Catch up with Antelope Valley Artist Julie O’Sullivan at her website.Arts Blog

More from the AV Arts Blog Convo


AV Arts Convo: Poems by Hollie N. Martin

HAPPENING NOW: Antelope Valleys Arts new initiative, the AV ArtConvo, featuring poems by Hollie N. Martin.

Presenting poems by Hollie N. Martin – “Laguna’s Labor” & “Shakes in Heat”

SATURATION 2.0: The Arts in Conversation project at Antelope Valley Arts is now live: Local artists (painters, poets, photographers, fiction writers) have been invited to submit art and partake in a conversation on artistic influence and inspiration as the print arm of Antelope Valley Arts is going digital.

This week we are featuring the work of Hollie N. Martin, a poet with a vivid and deeply rooted connection to the arts. When she is not actively meditating on sound through her writing, Martin teaches at Antelope Valley College, where she is probably also meditating on vowels and consonants in delicate contrast and delightful pattern.

File:Rocky Sea Coast-William Trost Richards.jpgLaguna’s Labor


Waters of sanctification scattered.

The sonogram of fish.

A birthing, writing baby

begging to issue from the womb.


Waves do not seem as harsh

from so great a height,

from so small a whisper

not wanting to crack the air with human language.

The tide sings an aria of rocks,

of an intercourse between liquid and solid.

Freely you have received.

                                    Freely give.


Waters of sanctification scattered.

The out-spray of a crash.

Brute force munching a foundation,

eating the cracks of the earth.


And you are down there,

deep-sea decked in 80s yellow.

World never to be born.

World who wonders what it must be like

to inhale deep and

escape amniotic fluid.


And I am up here,

arms cradling the metal guardrail, my own tightrope,

waiting for this foundation’s dissolve,

for the moon’s glow to liquefy my heart

and issue a prayer.


Interview Part 1

Who is your favorite writer? How does he or she influence your work?

Li-Young Lee will always be my favorite poet, and Book of My Nights will always stand in my mind as his best work.  I was first exposed to Lee as an undergrad at CSUN, and I fell in love with the spirituality and sensuality of his language.

I love the recurring theme of the father figure in his work, as in the poem “Little Father,” which discusses burying the father in the heart and birthing him again into the child’s own image.  This is especially touching now, as my own father is suffering from Alzheimer’s Disease; I am having to rebirth him today, to take his sounds and movements and make words out of them.

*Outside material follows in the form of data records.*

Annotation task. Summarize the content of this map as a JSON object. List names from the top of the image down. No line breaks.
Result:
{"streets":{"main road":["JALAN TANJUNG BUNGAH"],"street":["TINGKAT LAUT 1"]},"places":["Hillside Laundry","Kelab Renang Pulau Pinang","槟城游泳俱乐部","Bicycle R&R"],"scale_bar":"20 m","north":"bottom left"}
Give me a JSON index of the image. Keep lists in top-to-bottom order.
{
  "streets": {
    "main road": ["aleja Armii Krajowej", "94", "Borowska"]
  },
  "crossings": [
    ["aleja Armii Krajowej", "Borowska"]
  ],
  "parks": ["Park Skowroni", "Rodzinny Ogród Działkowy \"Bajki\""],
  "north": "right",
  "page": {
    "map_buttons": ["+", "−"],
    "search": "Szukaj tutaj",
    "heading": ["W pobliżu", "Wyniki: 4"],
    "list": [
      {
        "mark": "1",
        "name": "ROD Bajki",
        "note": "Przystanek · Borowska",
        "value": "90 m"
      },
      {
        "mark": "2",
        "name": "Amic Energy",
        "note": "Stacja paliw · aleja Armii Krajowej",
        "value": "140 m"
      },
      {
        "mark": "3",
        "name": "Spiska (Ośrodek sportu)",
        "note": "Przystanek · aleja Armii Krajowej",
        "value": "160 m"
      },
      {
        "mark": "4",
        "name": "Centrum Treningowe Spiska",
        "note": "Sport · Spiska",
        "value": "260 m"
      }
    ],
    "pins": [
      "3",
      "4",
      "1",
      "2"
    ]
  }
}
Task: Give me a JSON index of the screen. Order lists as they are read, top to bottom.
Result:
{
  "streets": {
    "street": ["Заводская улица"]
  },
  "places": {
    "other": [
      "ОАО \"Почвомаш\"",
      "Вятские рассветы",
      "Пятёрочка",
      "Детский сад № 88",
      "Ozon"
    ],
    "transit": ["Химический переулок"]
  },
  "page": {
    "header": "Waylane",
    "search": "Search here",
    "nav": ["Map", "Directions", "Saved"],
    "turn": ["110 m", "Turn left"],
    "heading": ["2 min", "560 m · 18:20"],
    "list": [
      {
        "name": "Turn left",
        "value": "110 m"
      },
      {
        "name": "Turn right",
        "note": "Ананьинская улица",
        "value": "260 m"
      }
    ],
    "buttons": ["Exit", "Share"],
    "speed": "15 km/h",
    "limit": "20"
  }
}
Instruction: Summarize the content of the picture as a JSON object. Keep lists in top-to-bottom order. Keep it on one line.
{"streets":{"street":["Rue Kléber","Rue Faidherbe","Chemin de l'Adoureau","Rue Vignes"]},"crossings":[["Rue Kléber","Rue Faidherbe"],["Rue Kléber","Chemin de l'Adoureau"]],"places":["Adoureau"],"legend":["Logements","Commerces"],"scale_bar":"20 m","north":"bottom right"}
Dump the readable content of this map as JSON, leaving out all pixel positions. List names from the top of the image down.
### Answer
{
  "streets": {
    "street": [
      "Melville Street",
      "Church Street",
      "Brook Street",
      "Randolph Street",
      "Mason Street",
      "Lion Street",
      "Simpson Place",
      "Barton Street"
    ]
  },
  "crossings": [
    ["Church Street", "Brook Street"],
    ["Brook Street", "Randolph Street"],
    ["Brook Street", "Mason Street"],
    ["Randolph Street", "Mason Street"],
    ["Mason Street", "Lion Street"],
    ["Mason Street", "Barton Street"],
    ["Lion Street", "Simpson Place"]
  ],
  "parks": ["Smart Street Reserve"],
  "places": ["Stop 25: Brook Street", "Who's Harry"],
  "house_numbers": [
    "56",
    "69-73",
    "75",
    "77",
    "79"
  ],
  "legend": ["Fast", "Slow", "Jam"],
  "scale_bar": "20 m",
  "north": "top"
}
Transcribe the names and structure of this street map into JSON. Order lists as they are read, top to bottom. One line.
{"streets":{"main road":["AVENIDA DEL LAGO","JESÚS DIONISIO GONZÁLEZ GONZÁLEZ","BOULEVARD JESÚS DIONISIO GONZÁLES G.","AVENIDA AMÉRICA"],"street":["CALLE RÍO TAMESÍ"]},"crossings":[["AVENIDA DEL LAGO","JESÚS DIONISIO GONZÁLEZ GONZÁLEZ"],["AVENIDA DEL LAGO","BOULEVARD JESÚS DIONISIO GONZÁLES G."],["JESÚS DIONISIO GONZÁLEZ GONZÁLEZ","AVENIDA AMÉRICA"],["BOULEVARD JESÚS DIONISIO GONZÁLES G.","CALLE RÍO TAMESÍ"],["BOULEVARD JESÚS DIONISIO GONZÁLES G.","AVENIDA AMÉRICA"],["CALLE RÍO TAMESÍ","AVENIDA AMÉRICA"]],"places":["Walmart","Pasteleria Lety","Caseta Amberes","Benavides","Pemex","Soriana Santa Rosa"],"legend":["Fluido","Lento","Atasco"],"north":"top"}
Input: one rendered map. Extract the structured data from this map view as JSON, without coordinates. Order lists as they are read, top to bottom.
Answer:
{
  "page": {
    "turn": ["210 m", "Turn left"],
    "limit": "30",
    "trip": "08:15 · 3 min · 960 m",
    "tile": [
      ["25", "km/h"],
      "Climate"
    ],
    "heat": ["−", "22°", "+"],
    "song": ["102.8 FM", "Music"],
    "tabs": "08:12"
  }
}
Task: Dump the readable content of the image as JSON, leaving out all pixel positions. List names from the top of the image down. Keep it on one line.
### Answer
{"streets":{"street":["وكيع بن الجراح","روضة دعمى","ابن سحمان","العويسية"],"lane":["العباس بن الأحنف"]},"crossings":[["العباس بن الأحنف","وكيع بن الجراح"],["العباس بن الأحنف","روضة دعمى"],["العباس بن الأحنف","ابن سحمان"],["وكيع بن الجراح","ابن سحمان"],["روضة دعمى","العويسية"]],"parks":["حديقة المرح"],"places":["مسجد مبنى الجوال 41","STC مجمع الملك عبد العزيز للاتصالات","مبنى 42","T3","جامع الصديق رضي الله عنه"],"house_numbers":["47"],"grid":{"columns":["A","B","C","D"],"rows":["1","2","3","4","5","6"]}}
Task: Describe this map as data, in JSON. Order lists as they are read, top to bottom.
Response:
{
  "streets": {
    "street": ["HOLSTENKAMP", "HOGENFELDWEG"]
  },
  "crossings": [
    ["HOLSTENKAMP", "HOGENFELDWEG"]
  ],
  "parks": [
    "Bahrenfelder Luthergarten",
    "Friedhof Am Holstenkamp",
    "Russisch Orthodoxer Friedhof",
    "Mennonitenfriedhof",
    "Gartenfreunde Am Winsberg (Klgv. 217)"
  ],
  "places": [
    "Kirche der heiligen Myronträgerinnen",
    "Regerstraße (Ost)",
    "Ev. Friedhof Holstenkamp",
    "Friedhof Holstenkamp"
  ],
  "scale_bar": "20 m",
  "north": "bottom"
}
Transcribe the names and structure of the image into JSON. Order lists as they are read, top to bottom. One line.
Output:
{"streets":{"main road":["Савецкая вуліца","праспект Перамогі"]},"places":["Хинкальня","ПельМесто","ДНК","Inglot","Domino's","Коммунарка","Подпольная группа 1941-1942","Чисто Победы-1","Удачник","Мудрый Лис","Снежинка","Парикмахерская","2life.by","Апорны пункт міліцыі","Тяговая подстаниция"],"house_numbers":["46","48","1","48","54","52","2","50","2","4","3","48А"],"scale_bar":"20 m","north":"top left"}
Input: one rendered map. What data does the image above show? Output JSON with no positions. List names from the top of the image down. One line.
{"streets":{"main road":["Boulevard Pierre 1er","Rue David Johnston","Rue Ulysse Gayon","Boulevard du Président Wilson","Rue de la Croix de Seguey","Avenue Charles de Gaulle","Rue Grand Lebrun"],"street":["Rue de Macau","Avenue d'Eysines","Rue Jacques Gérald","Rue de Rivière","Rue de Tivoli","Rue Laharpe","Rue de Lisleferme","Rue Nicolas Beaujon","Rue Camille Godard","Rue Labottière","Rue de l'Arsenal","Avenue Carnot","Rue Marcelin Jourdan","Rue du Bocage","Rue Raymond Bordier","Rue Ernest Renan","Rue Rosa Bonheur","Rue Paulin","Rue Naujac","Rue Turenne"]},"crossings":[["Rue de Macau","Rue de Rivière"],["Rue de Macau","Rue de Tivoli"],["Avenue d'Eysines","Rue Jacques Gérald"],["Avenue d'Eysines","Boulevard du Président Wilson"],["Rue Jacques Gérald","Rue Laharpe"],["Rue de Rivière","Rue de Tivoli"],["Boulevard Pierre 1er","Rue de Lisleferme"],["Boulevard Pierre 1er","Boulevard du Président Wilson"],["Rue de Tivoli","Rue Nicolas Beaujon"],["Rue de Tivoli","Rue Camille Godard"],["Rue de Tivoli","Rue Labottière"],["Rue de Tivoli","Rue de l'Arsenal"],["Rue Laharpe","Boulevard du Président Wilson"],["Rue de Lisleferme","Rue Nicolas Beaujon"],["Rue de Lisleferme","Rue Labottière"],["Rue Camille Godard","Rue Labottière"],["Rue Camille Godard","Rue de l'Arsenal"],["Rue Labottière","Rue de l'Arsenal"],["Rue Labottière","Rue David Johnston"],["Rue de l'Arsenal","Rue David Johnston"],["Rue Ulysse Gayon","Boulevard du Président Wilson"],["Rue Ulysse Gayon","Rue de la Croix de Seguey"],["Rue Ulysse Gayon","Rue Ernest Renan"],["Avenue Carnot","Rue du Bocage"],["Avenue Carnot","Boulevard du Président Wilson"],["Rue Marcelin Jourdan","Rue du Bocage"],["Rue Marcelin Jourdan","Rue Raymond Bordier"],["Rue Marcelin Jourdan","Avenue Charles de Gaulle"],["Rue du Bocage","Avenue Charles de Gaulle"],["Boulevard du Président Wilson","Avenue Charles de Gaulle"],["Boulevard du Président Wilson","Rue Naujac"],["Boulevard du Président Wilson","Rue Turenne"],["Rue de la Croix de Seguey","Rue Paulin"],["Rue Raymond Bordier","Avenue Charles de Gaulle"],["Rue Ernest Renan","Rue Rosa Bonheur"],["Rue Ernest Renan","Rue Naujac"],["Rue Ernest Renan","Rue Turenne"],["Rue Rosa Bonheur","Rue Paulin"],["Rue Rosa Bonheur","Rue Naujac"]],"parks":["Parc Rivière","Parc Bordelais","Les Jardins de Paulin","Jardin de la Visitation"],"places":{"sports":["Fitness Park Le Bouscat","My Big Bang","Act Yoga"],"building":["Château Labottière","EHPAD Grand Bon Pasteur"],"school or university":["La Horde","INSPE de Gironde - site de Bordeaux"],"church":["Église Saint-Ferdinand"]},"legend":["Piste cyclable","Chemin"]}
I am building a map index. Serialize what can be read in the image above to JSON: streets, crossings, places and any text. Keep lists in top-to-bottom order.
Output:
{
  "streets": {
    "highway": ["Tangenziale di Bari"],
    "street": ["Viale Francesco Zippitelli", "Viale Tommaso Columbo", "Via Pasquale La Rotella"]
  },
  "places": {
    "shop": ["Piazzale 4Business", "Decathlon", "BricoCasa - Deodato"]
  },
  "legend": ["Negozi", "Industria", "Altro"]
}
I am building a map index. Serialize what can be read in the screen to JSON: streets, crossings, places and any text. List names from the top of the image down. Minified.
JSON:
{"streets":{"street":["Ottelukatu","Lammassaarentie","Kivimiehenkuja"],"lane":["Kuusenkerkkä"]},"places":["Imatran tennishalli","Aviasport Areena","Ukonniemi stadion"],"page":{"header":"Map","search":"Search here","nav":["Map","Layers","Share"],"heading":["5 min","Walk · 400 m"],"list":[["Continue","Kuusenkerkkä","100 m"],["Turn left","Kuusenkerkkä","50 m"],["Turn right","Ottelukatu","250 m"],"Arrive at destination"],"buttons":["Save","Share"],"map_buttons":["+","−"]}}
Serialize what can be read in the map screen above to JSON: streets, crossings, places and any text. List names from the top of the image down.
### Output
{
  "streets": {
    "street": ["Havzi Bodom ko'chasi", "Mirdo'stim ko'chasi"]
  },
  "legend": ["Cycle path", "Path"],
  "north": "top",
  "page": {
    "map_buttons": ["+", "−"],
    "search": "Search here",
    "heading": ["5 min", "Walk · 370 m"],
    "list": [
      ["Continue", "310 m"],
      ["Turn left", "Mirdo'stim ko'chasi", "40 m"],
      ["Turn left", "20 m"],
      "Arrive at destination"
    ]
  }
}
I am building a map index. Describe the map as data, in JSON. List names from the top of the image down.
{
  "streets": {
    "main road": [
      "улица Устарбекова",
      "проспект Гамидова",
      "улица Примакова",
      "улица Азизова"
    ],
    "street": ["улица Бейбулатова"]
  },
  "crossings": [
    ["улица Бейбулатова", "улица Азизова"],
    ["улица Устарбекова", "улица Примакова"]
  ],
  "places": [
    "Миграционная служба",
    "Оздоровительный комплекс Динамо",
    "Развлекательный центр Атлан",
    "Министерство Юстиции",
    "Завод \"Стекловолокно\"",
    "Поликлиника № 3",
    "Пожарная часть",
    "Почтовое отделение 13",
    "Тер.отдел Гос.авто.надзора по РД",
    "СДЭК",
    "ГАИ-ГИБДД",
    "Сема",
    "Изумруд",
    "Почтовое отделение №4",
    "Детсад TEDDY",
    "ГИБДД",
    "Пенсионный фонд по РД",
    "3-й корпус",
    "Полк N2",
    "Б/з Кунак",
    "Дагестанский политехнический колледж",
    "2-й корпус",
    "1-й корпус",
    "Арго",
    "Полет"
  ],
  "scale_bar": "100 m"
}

Lee also brings in song and birds, which are two intense touchstones in my life; these images brought me through my own “book of nights.”  This line from “Lullaby” comforted me when I was suffering from depression and suicidal thoughts while in college: “After crying, Child / there’s still singing to be done.”  The capitalization of the Child spoke to me of importance and significance, as a push to keep existing.  Then the lines, “After wings // and the shadows of wings, there’s still / the whole ungrasped body / of flying to uncover.”  This spoke to me of the promise of potential: there was, and is, so much more flying to do.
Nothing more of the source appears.